In one fell swoop, the OS giants would make the publishing of content and mini-applications butt-simple while also disintermediating go-betweens like YouTube and Google. I don't know how the economics would work - you'd have to charge for storage above a certain level, I guess, or incorporate some kind of advertising - but I'm sure they could figure out something. And the competitive benefits would be substantial.
UPDATE: On a related note, Amazon today introduced a retail store widget that allows you to embed a custom shop into your blog or site. It has its shortcomings - as Mitch Ratcliffe describes, the customization options are extremely limited - but it has a lot of potential. And, yes, there is now a Rough Type Store for your shopping pleasure. Call it user-generated consumerism.
Very useful concept, but there would definately need to be some security concerns addressed.
I could envision someone posting a spreadsheet widget of confidential customer data to the web...whoops wrong database.

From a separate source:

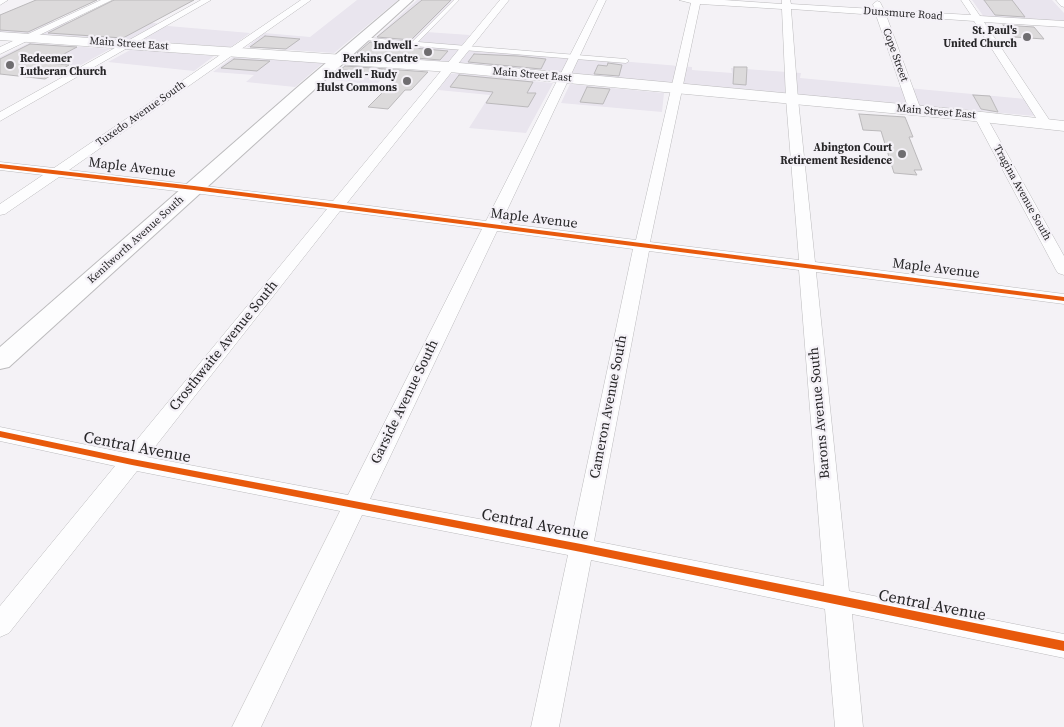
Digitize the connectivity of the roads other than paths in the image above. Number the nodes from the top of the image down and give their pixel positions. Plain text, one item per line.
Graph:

Posted by: Earl at August 30, 2006 02:09 PM
Cute little bookshop!
Where's the non-fiction section?
For that matter where's the porn section or is the opening page the porn section?
Posted by: Mike Drips at August 30, 2006 02:27 PM
Good idea, but they'd have to do it before content production shifts completely to the web.
Posted by: Kingsley Joseph at August 30, 2006 02:40 PM
Interesting thoughts. But why are you so keen for Apple and Microsoft to do it rather than actual web based apps? Would you want them to control this space? Could they manage it?
And are the elements of, say, a spreadsheet static or dynamic? If dynamic, how are they going to update if they have been uploaded to a server?
Surely it falls to online apps to provide widgetising tools? Any app can do this, its akin to an 'export' function, i.e. a save in a specific format.
What I'd like to see are the Nings an the Dabbles of this web offering widget tools. Then we'd see something.
Sure, the OS's can produce their own tools, but don't make the mistake of assuming I'm only using desktop tools.
Posted by: Ivan Pope at August 30, 2006 07:02 PM
I'm keen for Apple and Microsoft to do it just because it would make my life a little easier. I have no doubt that, eventually, online apps will take over, but for the moment (and for the next few years, at least) I and most other people will do most of our work on desktop apps. But I'm all for web-based apps innovating in this area as well - and I wish them success. It's good to remember, though, that most customers don't have any particular ideology on the matter; they'll go with the whatever involves the least hassle (and cost).
Posted by: Nick Carr at August 30, 2006 09:48 PM
Agreed, I'd like everyone to make widgeting easy. I think in a few short years we won't really know whether an app is online or offline. Certainly, as you say, most people won't care.
Posted by: Ivan Pope at August 31, 2006 05:32 AM
You will be able to make your own widgets in the next version of Mac OS X (Leopard). Check out apple.com and go to the OS X section and look for the Leopard sneak preview.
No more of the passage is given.